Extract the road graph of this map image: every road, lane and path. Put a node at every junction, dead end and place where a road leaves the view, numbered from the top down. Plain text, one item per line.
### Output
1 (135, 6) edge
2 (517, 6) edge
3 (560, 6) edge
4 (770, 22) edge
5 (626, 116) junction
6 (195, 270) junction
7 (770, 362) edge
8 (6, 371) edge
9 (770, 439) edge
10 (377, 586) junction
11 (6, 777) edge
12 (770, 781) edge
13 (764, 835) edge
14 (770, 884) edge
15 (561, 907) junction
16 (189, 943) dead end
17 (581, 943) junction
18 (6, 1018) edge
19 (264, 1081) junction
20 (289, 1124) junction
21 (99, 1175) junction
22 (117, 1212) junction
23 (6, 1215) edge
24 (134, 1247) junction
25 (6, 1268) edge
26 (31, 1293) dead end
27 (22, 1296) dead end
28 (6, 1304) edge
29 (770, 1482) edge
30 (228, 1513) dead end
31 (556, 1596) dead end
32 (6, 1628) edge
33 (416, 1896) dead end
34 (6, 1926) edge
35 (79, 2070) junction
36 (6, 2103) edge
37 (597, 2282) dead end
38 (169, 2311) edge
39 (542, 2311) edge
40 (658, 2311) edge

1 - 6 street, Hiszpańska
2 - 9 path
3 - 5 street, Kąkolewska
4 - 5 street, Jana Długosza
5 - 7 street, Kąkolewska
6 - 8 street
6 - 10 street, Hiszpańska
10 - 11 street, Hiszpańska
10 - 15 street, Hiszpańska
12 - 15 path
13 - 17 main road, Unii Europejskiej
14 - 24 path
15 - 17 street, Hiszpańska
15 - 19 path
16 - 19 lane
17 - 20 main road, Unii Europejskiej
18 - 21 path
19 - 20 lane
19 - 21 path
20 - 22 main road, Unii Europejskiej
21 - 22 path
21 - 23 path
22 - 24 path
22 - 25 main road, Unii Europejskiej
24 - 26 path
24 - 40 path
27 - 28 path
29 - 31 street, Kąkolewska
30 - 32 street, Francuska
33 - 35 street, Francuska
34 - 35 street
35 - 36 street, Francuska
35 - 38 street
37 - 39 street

WORK REQUEST:
Output the full listing again, exactly as it stands above.

RESULT OF THE TASK:
Extract the road graph of this map image: every road, lane and path. Put a node at every junction, dead end and place where a road leaves the view, numbered from the top down. Plain text, one item per line.
### Output
1 (135, 6) edge
2 (517, 6) edge
3 (560, 6) edge
4 (770, 22) edge
5 (626, 116) junction
6 (195, 270) junction
7 (770, 362) edge
8 (6, 371) edge
9 (770, 439) edge
10 (377, 586) junction
11 (6, 777) edge
12 (770, 781) edge
13 (764, 835) edge
14 (770, 884) edge
15 (561, 907) junction
16 (189, 943) dead end
17 (581, 943) junction
18 (6, 1018) edge
19 (264, 1081) junction
20 (289, 1124) junction
21 (99, 1175) junction
22 (117, 1212) junction
23 (6, 1215) edge
24 (134, 1247) junction
25 (6, 1268) edge
26 (31, 1293) dead end
27 (22, 1296) dead end
28 (6, 1304) edge
29 (770, 1482) edge
30 (228, 1513) dead end
31 (556, 1596) dead end
32 (6, 1628) edge
33 (416, 1896) dead end
34 (6, 1926) edge
35 (79, 2070) junction
36 (6, 2103) edge
37 (597, 2282) dead end
38 (169, 2311) edge
39 (542, 2311) edge
40 (658, 2311) edge

1 - 6 street, Hiszpańska
2 - 9 path
3 - 5 street, Kąkolewska
4 - 5 street, Jana Długosza
5 - 7 street, Kąkolewska
6 - 8 street
6 - 10 street, Hiszpańska
10 - 11 street, Hiszpańska
10 - 15 street, Hiszpańska
12 - 15 path
13 - 17 main road, Unii Europejskiej
14 - 24 path
15 - 17 street, Hiszpańska
15 - 19 path
16 - 19 lane
17 - 20 main road, Unii Europejskiej
18 - 21 path
19 - 20 lane
19 - 21 path
20 - 22 main road, Unii Europejskiej
21 - 22 path
21 - 23 path
22 - 24 path
22 - 25 main road, Unii Europejskiej
24 - 26 path
24 - 40 path
27 - 28 path
29 - 31 street, Kąkolewska
30 - 32 street, Francuska
33 - 35 street, Francuska
34 - 35 street
35 - 36 street, Francuska
35 - 38 street
37 - 39 street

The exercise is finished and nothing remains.